- PROBLEM REQUIREMENTS -
Each line below that includes the word "Puccini" is to be reported.

[Saved data entries]
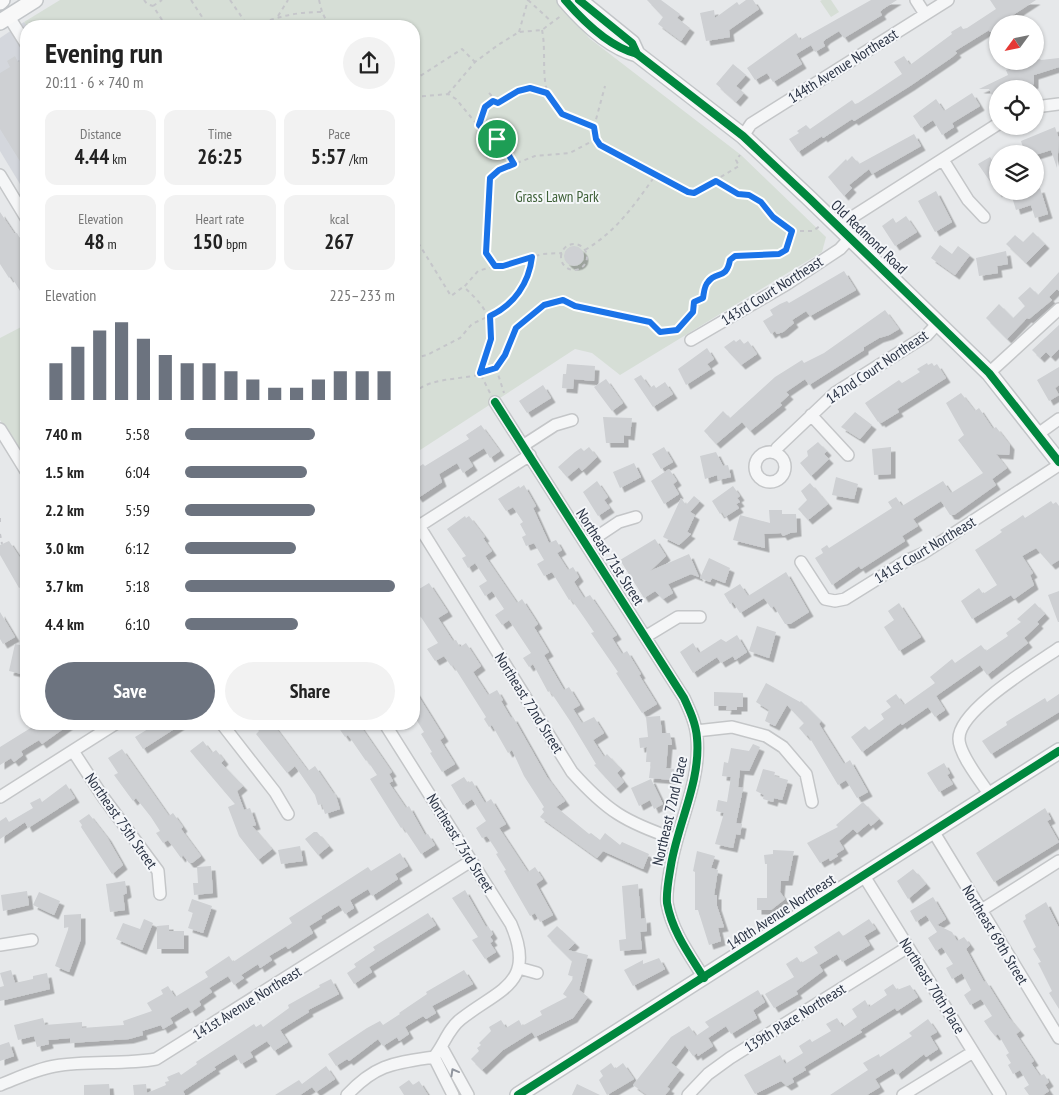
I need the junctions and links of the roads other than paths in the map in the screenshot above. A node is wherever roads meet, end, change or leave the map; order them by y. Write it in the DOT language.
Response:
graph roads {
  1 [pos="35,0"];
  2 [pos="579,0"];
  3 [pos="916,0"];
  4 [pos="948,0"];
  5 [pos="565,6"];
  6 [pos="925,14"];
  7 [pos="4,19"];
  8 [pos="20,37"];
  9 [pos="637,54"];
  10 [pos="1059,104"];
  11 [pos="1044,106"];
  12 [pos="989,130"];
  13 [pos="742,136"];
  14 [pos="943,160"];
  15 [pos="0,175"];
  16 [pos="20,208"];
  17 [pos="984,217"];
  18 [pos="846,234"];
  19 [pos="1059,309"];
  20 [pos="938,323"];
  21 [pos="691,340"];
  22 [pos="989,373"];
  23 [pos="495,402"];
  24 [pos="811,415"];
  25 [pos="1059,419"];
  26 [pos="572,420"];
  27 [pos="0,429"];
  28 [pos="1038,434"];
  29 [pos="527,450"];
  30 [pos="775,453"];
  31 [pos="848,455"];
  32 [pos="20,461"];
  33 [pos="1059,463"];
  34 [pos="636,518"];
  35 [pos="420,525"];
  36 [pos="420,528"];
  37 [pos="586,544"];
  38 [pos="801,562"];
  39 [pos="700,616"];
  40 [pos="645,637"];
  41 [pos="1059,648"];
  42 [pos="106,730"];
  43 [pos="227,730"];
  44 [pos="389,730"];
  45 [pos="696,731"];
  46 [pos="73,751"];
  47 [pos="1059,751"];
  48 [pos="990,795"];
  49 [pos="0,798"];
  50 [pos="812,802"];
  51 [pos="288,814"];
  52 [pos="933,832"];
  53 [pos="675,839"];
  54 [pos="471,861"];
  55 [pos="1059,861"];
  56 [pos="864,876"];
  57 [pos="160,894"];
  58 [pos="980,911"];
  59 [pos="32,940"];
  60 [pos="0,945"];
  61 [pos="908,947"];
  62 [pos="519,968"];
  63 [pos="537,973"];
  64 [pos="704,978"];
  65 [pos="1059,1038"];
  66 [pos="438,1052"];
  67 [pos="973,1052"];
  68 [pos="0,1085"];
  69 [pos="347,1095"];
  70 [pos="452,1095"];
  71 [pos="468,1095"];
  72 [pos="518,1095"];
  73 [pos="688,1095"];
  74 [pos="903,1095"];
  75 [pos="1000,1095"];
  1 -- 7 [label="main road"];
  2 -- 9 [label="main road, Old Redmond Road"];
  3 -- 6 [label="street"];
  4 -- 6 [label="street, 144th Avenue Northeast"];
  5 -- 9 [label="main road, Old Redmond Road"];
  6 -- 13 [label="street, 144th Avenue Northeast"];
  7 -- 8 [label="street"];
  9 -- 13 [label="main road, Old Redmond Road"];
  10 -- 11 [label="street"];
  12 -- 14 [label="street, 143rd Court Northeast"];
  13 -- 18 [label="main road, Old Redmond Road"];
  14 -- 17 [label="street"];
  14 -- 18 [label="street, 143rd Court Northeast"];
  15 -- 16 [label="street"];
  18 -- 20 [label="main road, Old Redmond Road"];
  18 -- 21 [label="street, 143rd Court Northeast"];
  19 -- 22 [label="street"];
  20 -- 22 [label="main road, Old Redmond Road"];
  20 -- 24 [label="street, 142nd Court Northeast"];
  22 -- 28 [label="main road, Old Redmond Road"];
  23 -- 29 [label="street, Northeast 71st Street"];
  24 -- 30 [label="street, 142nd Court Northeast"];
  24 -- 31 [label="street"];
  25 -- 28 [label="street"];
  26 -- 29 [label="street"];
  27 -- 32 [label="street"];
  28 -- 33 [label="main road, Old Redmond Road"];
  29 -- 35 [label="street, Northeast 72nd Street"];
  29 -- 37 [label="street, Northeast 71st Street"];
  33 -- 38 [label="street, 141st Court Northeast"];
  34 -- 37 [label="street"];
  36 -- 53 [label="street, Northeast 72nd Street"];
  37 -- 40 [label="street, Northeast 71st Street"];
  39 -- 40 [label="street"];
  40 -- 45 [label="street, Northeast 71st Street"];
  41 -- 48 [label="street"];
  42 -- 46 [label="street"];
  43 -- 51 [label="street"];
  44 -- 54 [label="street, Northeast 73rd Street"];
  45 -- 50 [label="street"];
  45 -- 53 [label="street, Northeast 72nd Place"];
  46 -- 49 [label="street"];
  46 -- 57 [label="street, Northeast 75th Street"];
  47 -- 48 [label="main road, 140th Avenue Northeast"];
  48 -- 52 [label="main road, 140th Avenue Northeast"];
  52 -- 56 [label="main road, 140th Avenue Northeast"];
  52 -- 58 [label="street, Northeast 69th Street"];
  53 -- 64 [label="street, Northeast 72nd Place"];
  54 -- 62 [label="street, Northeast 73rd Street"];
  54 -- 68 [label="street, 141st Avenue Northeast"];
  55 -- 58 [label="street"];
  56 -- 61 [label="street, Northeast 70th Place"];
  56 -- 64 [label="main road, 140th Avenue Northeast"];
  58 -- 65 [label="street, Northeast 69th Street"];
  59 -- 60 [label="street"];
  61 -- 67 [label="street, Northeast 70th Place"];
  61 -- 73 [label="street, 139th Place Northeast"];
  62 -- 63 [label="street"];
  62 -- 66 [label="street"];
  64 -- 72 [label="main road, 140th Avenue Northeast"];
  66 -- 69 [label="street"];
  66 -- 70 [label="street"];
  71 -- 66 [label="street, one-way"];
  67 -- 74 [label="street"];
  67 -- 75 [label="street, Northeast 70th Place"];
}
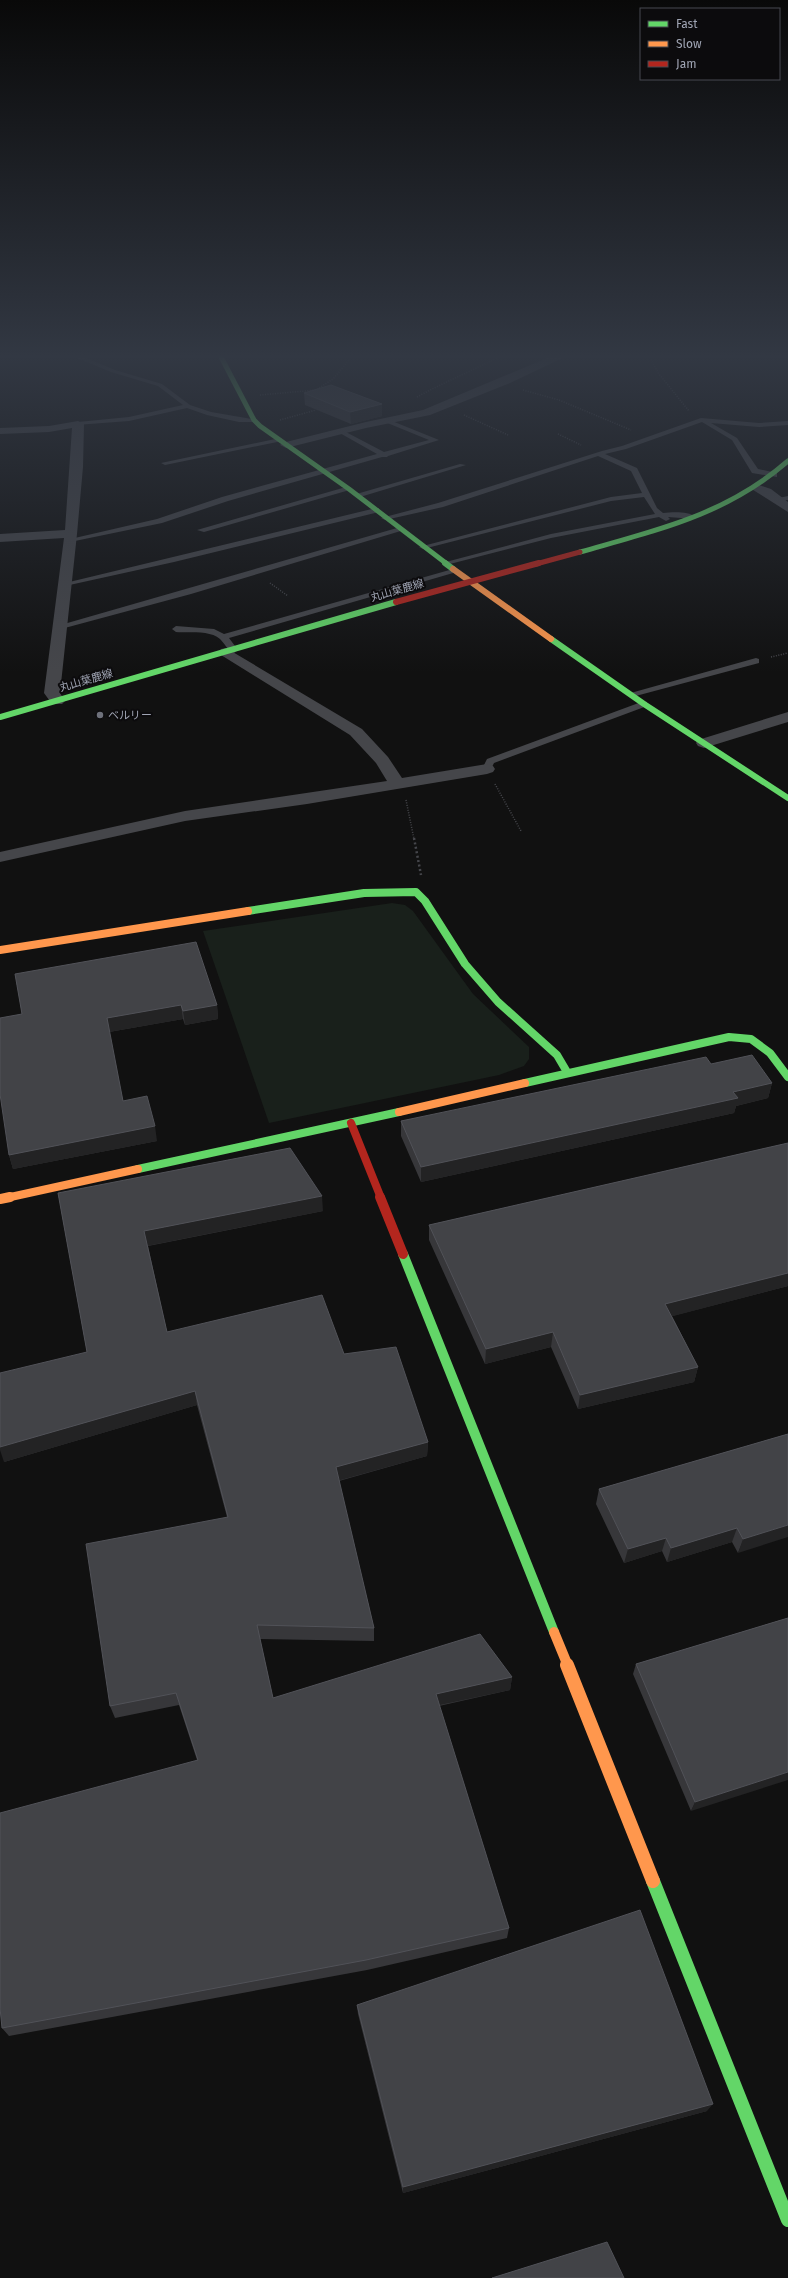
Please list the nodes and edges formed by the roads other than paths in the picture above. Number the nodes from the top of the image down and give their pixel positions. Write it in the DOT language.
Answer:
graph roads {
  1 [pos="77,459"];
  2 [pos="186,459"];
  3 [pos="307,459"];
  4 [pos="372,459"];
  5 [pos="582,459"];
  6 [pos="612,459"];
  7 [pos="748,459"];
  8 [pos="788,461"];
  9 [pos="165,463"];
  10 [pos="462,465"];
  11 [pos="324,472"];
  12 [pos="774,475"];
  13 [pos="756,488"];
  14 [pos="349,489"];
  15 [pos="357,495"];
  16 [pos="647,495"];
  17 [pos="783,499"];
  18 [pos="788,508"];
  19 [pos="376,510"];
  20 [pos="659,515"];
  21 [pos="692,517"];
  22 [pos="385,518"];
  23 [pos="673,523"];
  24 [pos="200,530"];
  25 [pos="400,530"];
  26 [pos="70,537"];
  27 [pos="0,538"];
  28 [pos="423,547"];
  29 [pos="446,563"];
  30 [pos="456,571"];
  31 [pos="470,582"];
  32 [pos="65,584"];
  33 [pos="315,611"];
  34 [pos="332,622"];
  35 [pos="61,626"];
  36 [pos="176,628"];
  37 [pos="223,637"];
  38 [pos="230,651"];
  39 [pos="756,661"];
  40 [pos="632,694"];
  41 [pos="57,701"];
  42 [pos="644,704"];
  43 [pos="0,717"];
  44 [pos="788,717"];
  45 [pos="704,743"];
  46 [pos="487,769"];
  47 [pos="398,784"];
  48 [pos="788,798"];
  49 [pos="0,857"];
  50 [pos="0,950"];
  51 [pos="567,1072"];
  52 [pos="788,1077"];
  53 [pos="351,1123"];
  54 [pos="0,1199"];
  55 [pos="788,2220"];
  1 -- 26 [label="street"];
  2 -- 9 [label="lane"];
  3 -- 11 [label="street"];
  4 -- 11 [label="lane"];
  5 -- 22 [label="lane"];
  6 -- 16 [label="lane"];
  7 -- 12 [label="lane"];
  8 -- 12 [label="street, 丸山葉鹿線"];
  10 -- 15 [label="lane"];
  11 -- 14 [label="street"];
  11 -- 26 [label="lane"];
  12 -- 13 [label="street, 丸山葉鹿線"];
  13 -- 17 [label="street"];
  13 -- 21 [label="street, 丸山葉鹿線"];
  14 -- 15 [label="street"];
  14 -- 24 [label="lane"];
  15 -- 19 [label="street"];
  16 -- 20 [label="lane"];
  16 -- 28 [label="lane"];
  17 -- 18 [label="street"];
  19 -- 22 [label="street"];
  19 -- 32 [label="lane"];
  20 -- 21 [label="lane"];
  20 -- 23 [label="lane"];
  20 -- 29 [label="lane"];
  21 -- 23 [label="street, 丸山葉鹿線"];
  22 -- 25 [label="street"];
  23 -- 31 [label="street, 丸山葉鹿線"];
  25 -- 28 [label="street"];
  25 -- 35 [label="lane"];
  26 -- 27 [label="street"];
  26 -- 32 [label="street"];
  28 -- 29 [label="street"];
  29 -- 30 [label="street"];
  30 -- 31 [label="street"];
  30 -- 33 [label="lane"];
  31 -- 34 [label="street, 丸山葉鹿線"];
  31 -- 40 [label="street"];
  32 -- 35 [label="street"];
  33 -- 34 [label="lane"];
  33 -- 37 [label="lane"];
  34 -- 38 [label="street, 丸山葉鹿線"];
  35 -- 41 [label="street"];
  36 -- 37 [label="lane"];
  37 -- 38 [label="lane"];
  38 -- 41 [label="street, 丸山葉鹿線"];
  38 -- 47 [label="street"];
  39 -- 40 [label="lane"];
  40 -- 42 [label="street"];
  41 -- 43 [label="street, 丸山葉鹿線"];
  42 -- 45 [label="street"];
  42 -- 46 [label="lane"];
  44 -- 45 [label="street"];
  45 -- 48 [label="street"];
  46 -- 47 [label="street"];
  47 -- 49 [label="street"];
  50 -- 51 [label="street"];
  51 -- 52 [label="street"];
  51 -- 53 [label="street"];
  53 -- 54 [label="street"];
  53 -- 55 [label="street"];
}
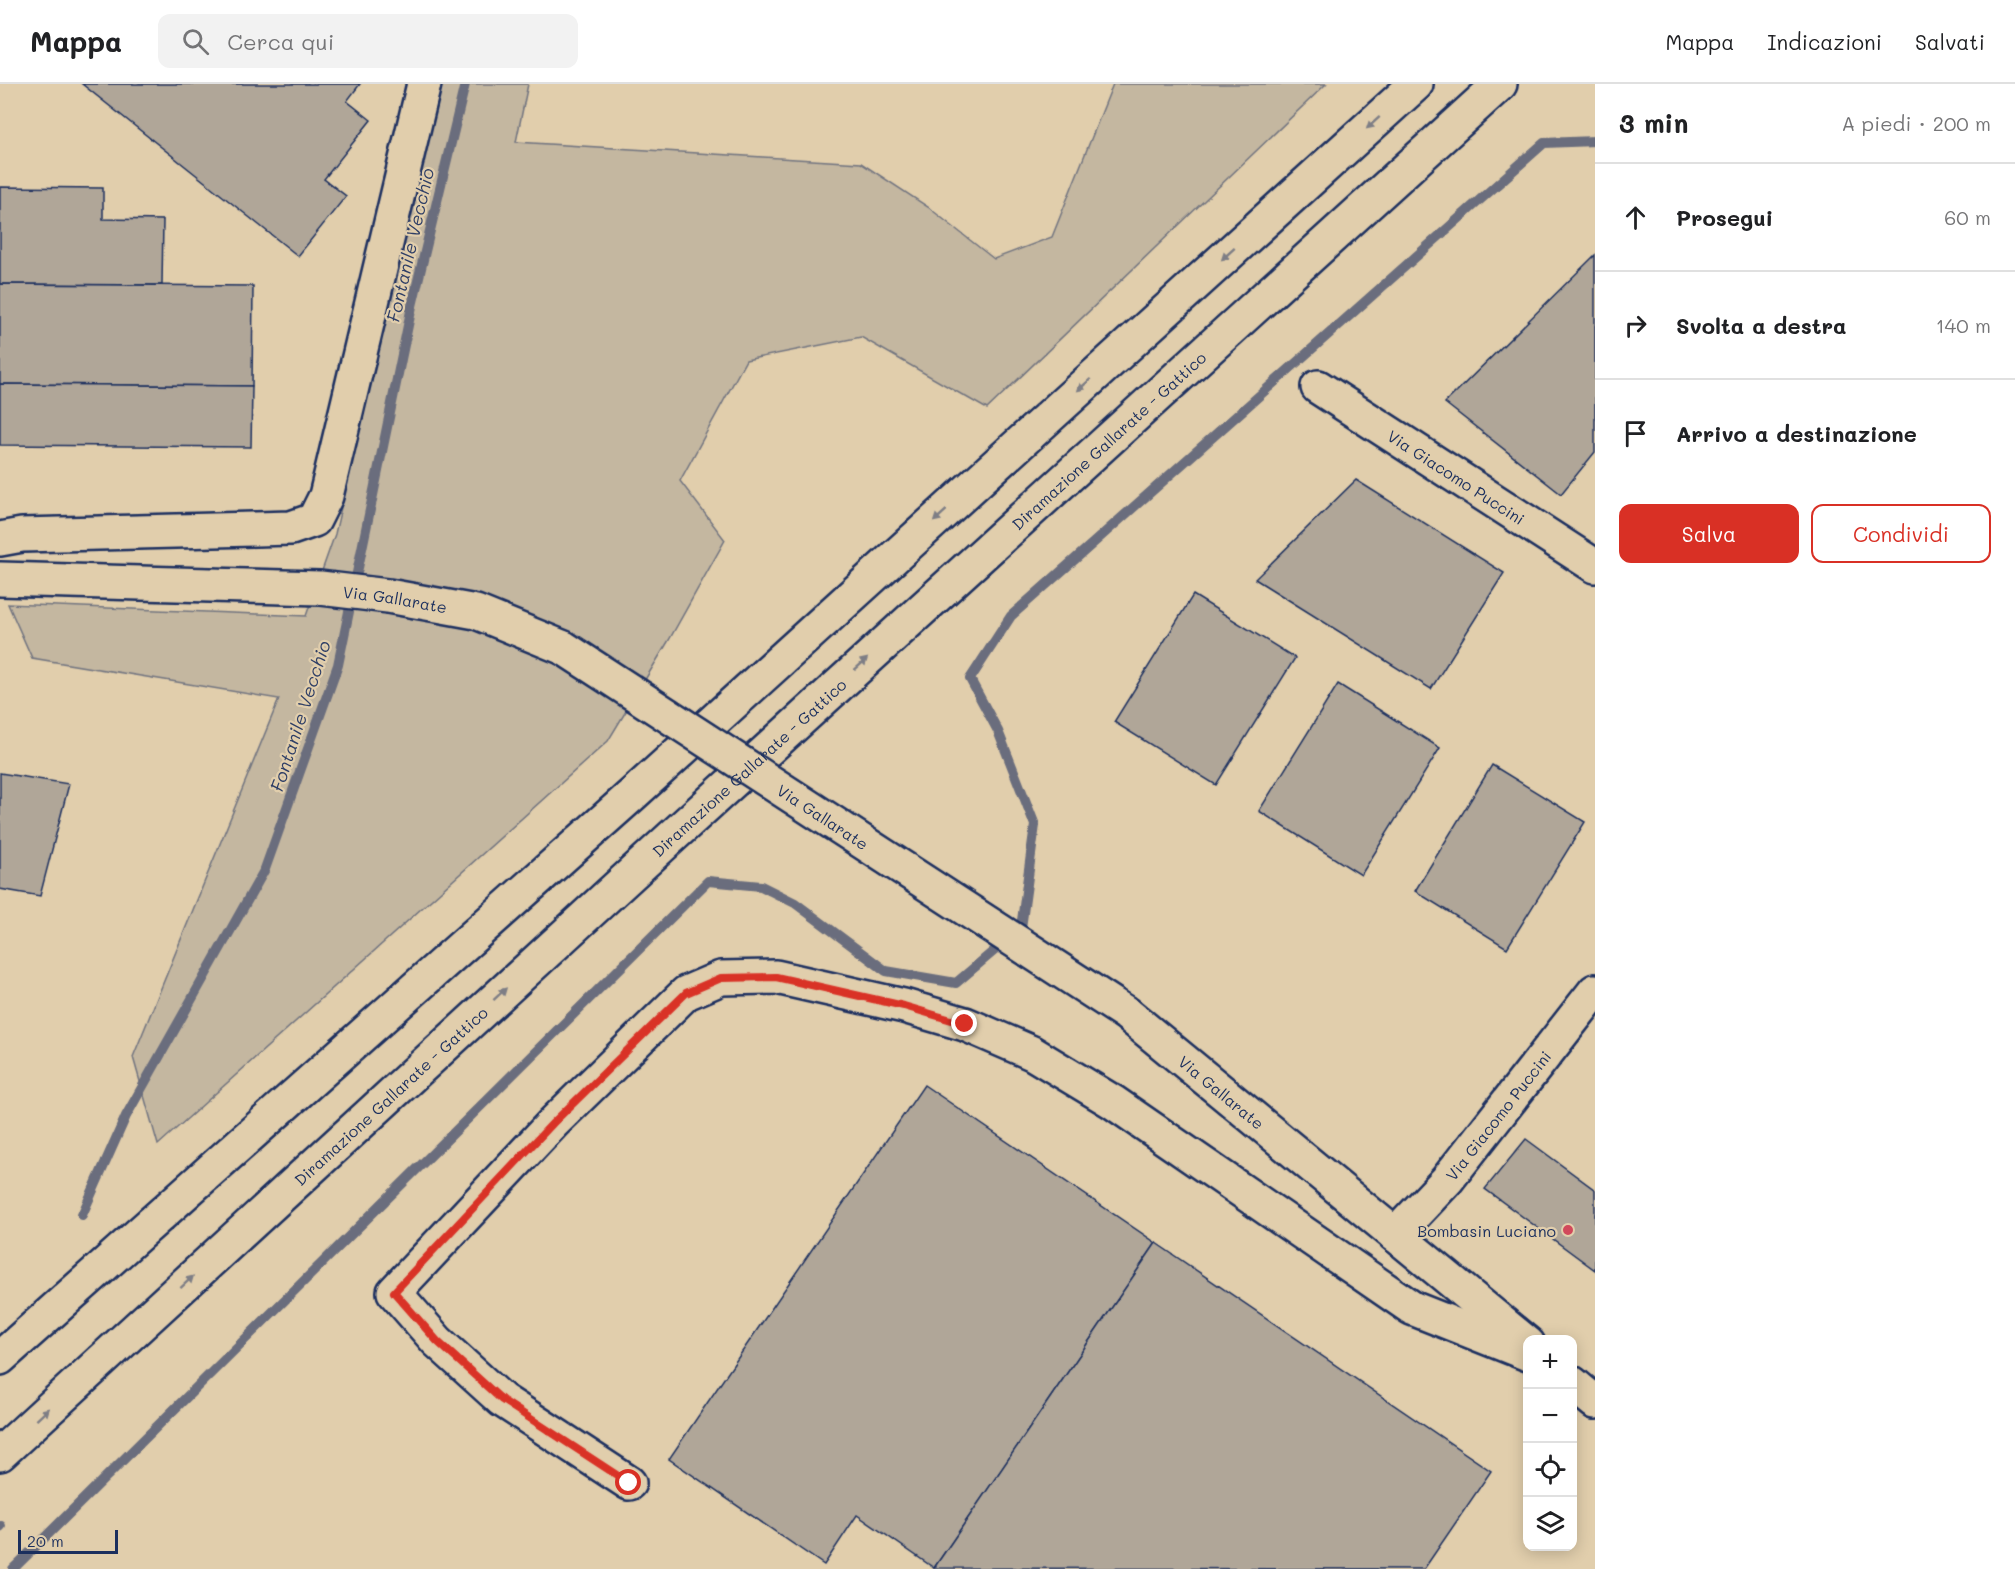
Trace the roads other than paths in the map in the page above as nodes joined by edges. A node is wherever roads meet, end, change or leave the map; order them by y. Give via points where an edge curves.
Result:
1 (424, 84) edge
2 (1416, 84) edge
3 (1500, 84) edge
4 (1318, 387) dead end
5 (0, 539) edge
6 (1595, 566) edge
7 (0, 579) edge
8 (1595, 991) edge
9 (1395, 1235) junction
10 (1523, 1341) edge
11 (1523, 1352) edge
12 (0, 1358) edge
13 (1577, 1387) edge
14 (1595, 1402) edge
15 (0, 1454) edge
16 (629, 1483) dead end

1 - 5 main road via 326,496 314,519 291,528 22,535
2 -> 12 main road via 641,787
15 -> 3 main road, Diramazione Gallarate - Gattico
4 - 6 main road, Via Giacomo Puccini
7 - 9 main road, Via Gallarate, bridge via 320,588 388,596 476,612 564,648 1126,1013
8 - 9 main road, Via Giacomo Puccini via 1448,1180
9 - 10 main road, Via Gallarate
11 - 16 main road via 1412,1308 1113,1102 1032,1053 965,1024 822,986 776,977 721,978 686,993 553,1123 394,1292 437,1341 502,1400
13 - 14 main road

- SOLUTION BELOW -
4 - 6 main road, Via Giacomo Puccini
8 - 9 main road, Via Giacomo Puccini via 1448,1180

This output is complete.